*** Opening of RECORD SET ***

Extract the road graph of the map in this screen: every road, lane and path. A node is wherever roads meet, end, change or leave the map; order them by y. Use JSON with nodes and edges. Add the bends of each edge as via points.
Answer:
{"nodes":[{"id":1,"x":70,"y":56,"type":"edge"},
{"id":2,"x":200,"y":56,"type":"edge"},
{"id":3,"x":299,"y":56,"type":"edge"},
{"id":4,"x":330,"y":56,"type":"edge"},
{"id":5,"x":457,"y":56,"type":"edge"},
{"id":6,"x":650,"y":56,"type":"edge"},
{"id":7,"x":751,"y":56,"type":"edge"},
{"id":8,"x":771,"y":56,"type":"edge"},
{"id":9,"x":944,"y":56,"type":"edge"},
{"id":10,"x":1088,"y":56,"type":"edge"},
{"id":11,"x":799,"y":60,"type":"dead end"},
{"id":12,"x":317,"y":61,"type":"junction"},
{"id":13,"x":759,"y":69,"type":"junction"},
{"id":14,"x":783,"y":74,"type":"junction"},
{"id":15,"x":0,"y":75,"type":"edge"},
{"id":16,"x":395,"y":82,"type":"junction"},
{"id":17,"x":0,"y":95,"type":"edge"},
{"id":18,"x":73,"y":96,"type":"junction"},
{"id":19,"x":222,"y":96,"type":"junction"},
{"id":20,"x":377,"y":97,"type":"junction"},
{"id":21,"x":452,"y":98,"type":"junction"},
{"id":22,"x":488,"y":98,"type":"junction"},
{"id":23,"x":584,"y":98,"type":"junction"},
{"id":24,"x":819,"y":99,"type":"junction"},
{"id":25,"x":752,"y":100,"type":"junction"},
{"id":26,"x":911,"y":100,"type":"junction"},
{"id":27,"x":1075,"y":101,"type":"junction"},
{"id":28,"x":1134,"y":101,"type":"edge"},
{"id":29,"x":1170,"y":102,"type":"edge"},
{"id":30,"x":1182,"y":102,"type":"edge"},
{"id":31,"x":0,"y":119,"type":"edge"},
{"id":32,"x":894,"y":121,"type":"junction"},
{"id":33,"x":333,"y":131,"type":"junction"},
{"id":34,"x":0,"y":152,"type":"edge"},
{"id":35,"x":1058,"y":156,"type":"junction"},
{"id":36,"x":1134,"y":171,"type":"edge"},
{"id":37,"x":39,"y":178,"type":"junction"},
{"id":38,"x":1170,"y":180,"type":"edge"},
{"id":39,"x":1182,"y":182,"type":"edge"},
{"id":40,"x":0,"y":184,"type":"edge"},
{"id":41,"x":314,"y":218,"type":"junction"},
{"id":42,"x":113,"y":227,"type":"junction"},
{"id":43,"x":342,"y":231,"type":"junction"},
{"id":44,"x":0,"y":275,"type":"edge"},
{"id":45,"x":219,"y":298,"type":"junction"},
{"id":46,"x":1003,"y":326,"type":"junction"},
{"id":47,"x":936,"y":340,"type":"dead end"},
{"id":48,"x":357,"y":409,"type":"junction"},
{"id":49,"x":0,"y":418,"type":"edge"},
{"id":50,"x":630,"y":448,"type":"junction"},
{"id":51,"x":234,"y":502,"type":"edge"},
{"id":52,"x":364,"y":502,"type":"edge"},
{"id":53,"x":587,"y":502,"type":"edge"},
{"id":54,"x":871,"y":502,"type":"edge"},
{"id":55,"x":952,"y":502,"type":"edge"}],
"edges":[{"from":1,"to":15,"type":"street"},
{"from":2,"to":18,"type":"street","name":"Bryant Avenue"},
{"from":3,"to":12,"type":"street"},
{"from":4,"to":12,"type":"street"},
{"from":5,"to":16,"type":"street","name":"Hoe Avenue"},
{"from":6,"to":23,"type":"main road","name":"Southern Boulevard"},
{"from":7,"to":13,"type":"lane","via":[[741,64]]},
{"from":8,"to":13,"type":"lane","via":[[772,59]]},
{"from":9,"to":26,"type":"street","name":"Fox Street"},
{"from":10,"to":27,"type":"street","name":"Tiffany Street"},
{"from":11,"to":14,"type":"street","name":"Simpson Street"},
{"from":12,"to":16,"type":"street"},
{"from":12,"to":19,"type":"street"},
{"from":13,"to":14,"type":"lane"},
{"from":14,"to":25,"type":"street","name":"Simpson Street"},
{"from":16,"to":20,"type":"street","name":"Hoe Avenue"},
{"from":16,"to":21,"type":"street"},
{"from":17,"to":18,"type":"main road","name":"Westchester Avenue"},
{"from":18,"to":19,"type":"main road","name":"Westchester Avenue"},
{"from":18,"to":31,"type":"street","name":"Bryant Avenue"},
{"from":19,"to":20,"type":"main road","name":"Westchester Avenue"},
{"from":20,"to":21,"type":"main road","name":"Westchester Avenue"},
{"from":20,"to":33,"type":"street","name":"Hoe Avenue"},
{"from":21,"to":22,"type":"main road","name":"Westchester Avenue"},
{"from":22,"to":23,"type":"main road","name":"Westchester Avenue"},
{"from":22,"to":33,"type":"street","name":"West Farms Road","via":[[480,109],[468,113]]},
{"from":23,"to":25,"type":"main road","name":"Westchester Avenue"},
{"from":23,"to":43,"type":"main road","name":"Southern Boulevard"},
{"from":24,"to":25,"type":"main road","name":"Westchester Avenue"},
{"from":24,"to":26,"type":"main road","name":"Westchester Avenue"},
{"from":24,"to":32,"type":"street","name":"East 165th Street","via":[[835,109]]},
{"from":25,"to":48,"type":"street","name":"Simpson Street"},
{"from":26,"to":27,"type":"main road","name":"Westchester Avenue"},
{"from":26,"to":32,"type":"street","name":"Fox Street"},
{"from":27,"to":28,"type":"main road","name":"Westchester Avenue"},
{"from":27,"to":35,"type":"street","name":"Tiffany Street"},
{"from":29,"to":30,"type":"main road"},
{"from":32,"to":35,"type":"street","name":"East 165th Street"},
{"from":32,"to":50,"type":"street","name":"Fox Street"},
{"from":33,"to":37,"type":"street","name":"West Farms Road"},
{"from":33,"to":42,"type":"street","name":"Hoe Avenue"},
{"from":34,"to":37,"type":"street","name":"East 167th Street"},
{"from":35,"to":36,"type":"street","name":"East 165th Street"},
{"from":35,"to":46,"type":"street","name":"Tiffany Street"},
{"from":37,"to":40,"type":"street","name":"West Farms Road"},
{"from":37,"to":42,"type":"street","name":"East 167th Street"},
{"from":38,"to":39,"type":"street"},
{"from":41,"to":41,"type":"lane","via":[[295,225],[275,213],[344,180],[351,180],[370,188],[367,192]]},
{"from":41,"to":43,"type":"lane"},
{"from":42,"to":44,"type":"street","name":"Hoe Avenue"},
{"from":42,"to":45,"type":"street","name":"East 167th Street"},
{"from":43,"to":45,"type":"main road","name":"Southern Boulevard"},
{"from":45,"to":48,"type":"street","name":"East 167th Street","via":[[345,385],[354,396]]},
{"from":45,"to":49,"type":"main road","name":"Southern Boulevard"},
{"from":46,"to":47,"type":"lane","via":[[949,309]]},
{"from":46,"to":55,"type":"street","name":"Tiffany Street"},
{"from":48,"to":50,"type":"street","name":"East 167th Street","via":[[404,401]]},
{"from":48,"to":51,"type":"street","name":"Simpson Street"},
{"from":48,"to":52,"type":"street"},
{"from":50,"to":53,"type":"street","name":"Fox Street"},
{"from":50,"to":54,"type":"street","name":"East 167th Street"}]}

*** Close of RECORD SET ***

## THE TASK
Copy out the data in full, exactly.

## WRITTEN REPLY
Extract the road graph of the map in this screen: every road, lane and path. A node is wherever roads meet, end, change or leave the map; order them by y. Use JSON with nodes and edges. Add the bends of each edge as via points.
Answer:
{"nodes":[{"id":1,"x":70,"y":56,"type":"edge"},
{"id":2,"x":200,"y":56,"type":"edge"},
{"id":3,"x":299,"y":56,"type":"edge"},
{"id":4,"x":330,"y":56,"type":"edge"},
{"id":5,"x":457,"y":56,"type":"edge"},
{"id":6,"x":650,"y":56,"type":"edge"},
{"id":7,"x":751,"y":56,"type":"edge"},
{"id":8,"x":771,"y":56,"type":"edge"},
{"id":9,"x":944,"y":56,"type":"edge"},
{"id":10,"x":1088,"y":56,"type":"edge"},
{"id":11,"x":799,"y":60,"type":"dead end"},
{"id":12,"x":317,"y":61,"type":"junction"},
{"id":13,"x":759,"y":69,"type":"junction"},
{"id":14,"x":783,"y":74,"type":"junction"},
{"id":15,"x":0,"y":75,"type":"edge"},
{"id":16,"x":395,"y":82,"type":"junction"},
{"id":17,"x":0,"y":95,"type":"edge"},
{"id":18,"x":73,"y":96,"type":"junction"},
{"id":19,"x":222,"y":96,"type":"junction"},
{"id":20,"x":377,"y":97,"type":"junction"},
{"id":21,"x":452,"y":98,"type":"junction"},
{"id":22,"x":488,"y":98,"type":"junction"},
{"id":23,"x":584,"y":98,"type":"junction"},
{"id":24,"x":819,"y":99,"type":"junction"},
{"id":25,"x":752,"y":100,"type":"junction"},
{"id":26,"x":911,"y":100,"type":"junction"},
{"id":27,"x":1075,"y":101,"type":"junction"},
{"id":28,"x":1134,"y":101,"type":"edge"},
{"id":29,"x":1170,"y":102,"type":"edge"},
{"id":30,"x":1182,"y":102,"type":"edge"},
{"id":31,"x":0,"y":119,"type":"edge"},
{"id":32,"x":894,"y":121,"type":"junction"},
{"id":33,"x":333,"y":131,"type":"junction"},
{"id":34,"x":0,"y":152,"type":"edge"},
{"id":35,"x":1058,"y":156,"type":"junction"},
{"id":36,"x":1134,"y":171,"type":"edge"},
{"id":37,"x":39,"y":178,"type":"junction"},
{"id":38,"x":1170,"y":180,"type":"edge"},
{"id":39,"x":1182,"y":182,"type":"edge"},
{"id":40,"x":0,"y":184,"type":"edge"},
{"id":41,"x":314,"y":218,"type":"junction"},
{"id":42,"x":113,"y":227,"type":"junction"},
{"id":43,"x":342,"y":231,"type":"junction"},
{"id":44,"x":0,"y":275,"type":"edge"},
{"id":45,"x":219,"y":298,"type":"junction"},
{"id":46,"x":1003,"y":326,"type":"junction"},
{"id":47,"x":936,"y":340,"type":"dead end"},
{"id":48,"x":357,"y":409,"type":"junction"},
{"id":49,"x":0,"y":418,"type":"edge"},
{"id":50,"x":630,"y":448,"type":"junction"},
{"id":51,"x":234,"y":502,"type":"edge"},
{"id":52,"x":364,"y":502,"type":"edge"},
{"id":53,"x":587,"y":502,"type":"edge"},
{"id":54,"x":871,"y":502,"type":"edge"},
{"id":55,"x":952,"y":502,"type":"edge"}],
"edges":[{"from":1,"to":15,"type":"street"},
{"from":2,"to":18,"type":"street","name":"Bryant Avenue"},
{"from":3,"to":12,"type":"street"},
{"from":4,"to":12,"type":"street"},
{"from":5,"to":16,"type":"street","name":"Hoe Avenue"},
{"from":6,"to":23,"type":"main road","name":"Southern Boulevard"},
{"from":7,"to":13,"type":"lane","via":[[741,64]]},
{"from":8,"to":13,"type":"lane","via":[[772,59]]},
{"from":9,"to":26,"type":"street","name":"Fox Street"},
{"from":10,"to":27,"type":"street","name":"Tiffany Street"},
{"from":11,"to":14,"type":"street","name":"Simpson Street"},
{"from":12,"to":16,"type":"street"},
{"from":12,"to":19,"type":"street"},
{"from":13,"to":14,"type":"lane"},
{"from":14,"to":25,"type":"street","name":"Simpson Street"},
{"from":16,"to":20,"type":"street","name":"Hoe Avenue"},
{"from":16,"to":21,"type":"street"},
{"from":17,"to":18,"type":"main road","name":"Westchester Avenue"},
{"from":18,"to":19,"type":"main road","name":"Westchester Avenue"},
{"from":18,"to":31,"type":"street","name":"Bryant Avenue"},
{"from":19,"to":20,"type":"main road","name":"Westchester Avenue"},
{"from":20,"to":21,"type":"main road","name":"Westchester Avenue"},
{"from":20,"to":33,"type":"street","name":"Hoe Avenue"},
{"from":21,"to":22,"type":"main road","name":"Westchester Avenue"},
{"from":22,"to":23,"type":"main road","name":"Westchester Avenue"},
{"from":22,"to":33,"type":"street","name":"West Farms Road","via":[[480,109],[468,113]]},
{"from":23,"to":25,"type":"main road","name":"Westchester Avenue"},
{"from":23,"to":43,"type":"main road","name":"Southern Boulevard"},
{"from":24,"to":25,"type":"main road","name":"Westchester Avenue"},
{"from":24,"to":26,"type":"main road","name":"Westchester Avenue"},
{"from":24,"to":32,"type":"street","name":"East 165th Street","via":[[835,109]]},
{"from":25,"to":48,"type":"street","name":"Simpson Street"},
{"from":26,"to":27,"type":"main road","name":"Westchester Avenue"},
{"from":26,"to":32,"type":"street","name":"Fox Street"},
{"from":27,"to":28,"type":"main road","name":"Westchester Avenue"},
{"from":27,"to":35,"type":"street","name":"Tiffany Street"},
{"from":29,"to":30,"type":"main road"},
{"from":32,"to":35,"type":"street","name":"East 165th Street"},
{"from":32,"to":50,"type":"street","name":"Fox Street"},
{"from":33,"to":37,"type":"street","name":"West Farms Road"},
{"from":33,"to":42,"type":"street","name":"Hoe Avenue"},
{"from":34,"to":37,"type":"street","name":"East 167th Street"},
{"from":35,"to":36,"type":"street","name":"East 165th Street"},
{"from":35,"to":46,"type":"street","name":"Tiffany Street"},
{"from":37,"to":40,"type":"street","name":"West Farms Road"},
{"from":37,"to":42,"type":"street","name":"East 167th Street"},
{"from":38,"to":39,"type":"street"},
{"from":41,"to":41,"type":"lane","via":[[295,225],[275,213],[344,180],[351,180],[370,188],[367,192]]},
{"from":41,"to":43,"type":"lane"},
{"from":42,"to":44,"type":"street","name":"Hoe Avenue"},
{"from":42,"to":45,"type":"street","name":"East 167th Street"},
{"from":43,"to":45,"type":"main road","name":"Southern Boulevard"},
{"from":45,"to":48,"type":"street","name":"East 167th Street","via":[[345,385],[354,396]]},
{"from":45,"to":49,"type":"main road","name":"Southern Boulevard"},
{"from":46,"to":47,"type":"lane","via":[[949,309]]},
{"from":46,"to":55,"type":"street","name":"Tiffany Street"},
{"from":48,"to":50,"type":"street","name":"East 167th Street","via":[[404,401]]},
{"from":48,"to":51,"type":"street","name":"Simpson Street"},
{"from":48,"to":52,"type":"street"},
{"from":50,"to":53,"type":"street","name":"Fox Street"},
{"from":50,"to":54,"type":"street","name":"East 167th Street"}]}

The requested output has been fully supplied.